La presidenta de México, Claudia Sheinbaum Pardo, aseguró este viernes que su gobierno mantiene una relación de coordinación y colaboración con Estados Unidos, a pesar de las diferencias surgidas por recientes tensiones internacionales, como la detención del presidente venezolano Nicolás Maduro. En su mensaje, la mandataria subrayó que la cooperación bilateral continúa activa, pero que debe estar guiada por los principios históricos de soberanía y no intervención.
“Por ahora no tenemos pensado una llamada, hay coordinación, hay colaboración con el gobierno de Estados Unidos, como lo hemos dicho, siempre hay coordinación. (…) Más allá de las diferencias, es importante que la posición sea firme, clara, siempre con el respeto a nuestra soberanía y de todo y de todos los pueblos y naciones; y al mismo tiempo cooperar, colaborar con base en nuestros principios”, expresó la jefa del Ejecutivo durante su conferencia matutina.

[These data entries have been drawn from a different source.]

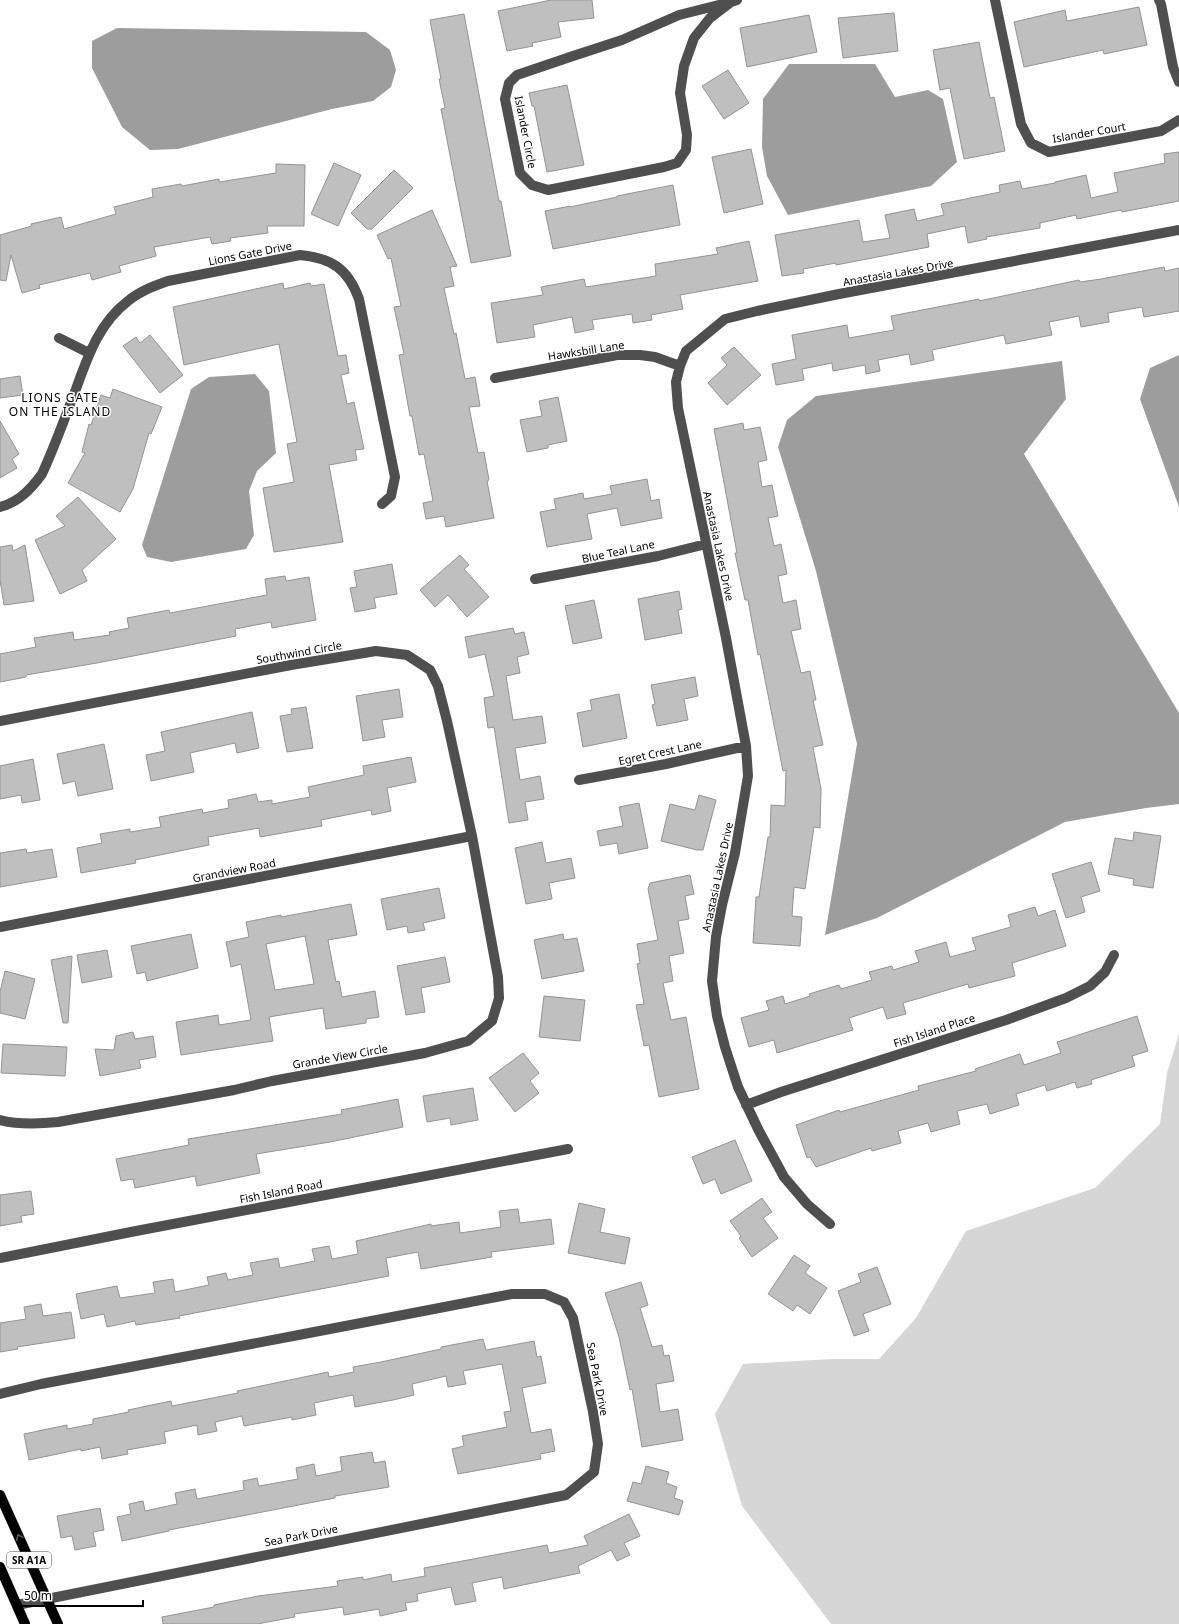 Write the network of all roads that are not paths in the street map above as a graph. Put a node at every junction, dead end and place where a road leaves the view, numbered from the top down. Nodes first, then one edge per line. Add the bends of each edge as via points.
1 (995, 0) edge
2 (1158, 0) edge
3 (734, 1) edge
4 (1179, 82) edge
5 (1179, 120) edge
6 (1179, 230) edge
7 (58, 338) dead end
8 (89, 353) junction
9 (680, 366) junction
10 (495, 378) dead end
11 (382, 504) dead end
12 (0, 507) edge
13 (706, 544) junction
14 (534, 579) dead end
15 (0, 721) edge
16 (746, 746) junction
17 (580, 780) dead end
18 (472, 836) junction
19 (0, 927) edge
20 (1114, 955) dead end
21 (746, 1105) junction
22 (0, 1120) edge
23 (568, 1149) dead end
24 (830, 1224) dead end
25 (0, 1258) edge
26 (0, 1394) edge
27 (0, 1495) edge
28 (0, 1567) edge
29 (46, 1598) junction
30 (17, 1605) junction
31 (25, 1624) edge
32 (58, 1624) edge

1 - 5 street, Islander Court via 1021,124 1031,143 1049,152 1161,131
2 - 4 street via 1161,4 1173,67
3 - 3 street, Islander Circle via 679,16 622,40 517,75 509,83 505,99 520,173 532,185 548,190 677,163 686,150 687,135 680,93 684,66 694,38 710,18
6 - 9 street, Anastasia Lakes Drive via 951,275 839,294 725,319 686,351
7 - 8 street
8 - 11 street, Lions Gate Drive via 99,332 112,315 128,301 168,281 300,255 316,256 331,262 344,271 354,284 359,299 394,477 391,496
8 - 12 street, Lions Gate Drive via 42,474 32,488 18,499
9 - 10 street, Hawksbill Lane via 655,357 617,355
9 - 13 street, Anastasia Lakes Drive via 676,382 678,408
13 - 14 street, Blue Teal Lane via 658,556
13 - 16 street, Anastasia Lakes Drive
15 - 18 street, Southwind Circle via 283,666 376,651 408,655 430,670 438,686
16 - 17 street, Egret Crest Lane
16 - 21 street, Anastasia Lakes Drive via 748,776 735,853 717,930 712,981 725,1047
18 - 19 street, Grandview Road
18 - 22 street, Grande View Circle via 498,977 499,998 492,1020 468,1041 425,1053 58,1122 36,1124
20 - 21 street, Fish Island Place via 1105,972 1090,986 1066,998
21 - 24 street, Anastasia Lakes Drive via 784,1177 807,1204
23 - 25 street, Fish Island Road
26 - 29 street, Sea Park Drive via 512,1294 545,1294 564,1302 574,1318 598,1444 594,1472 566,1495
29 -> 27 main road, SR A1A
28 - 30 main road, SR A1A
29 - 30 street, Sea Park Drive
29 - 32 main road, SR A1A
30 - 31 main road, SR A1A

La declaración ocurre un día después de que Sheinbaum fijara una postura categórica contra cualquier forma de intervención extranjera en el caso de Venezuela, tras la captura de Nicolás Maduro en circunstancias aún poco esclarecidas. México, enfatizó, se rige por una política exterior basada en el respeto mutuo, la autodeterminación de los pueblos y la solución pacífica de los conflictos.
En ese contexto, Sheinbaum dejó claro que si bien existe entendimiento institucional con Washington, eso no significa sumisión diplomática. “Es indispensable dejar clara nuestra posición ante este tipo de conflictos internacionales”, dijo, dejando entrever que la relación con Estados Unidos debe mantenerse en un marco de respeto mutuo, sin renunciar a la independencia política y a los principios constitucionales de México.
La presidenta también destacó que el trabajo conjunto con el gobierno estadounidense continúa en diversos frentes —incluidos seguridad, migración y comercio—, pero subrayó que esa cooperación debe sostenerse en una lógica de igualdad y no de subordinación.
La postura adoptada por Sheinbaum busca equilibrar la relación estratégica con Estados Unidos sin comprometer el papel de México como actor con voz propia en los asuntos regionales. En un momento de alta polarización geopolítica, su mensaje proyecta una defensa del multilateralismo y del principio de respeto entre Estados soberanos.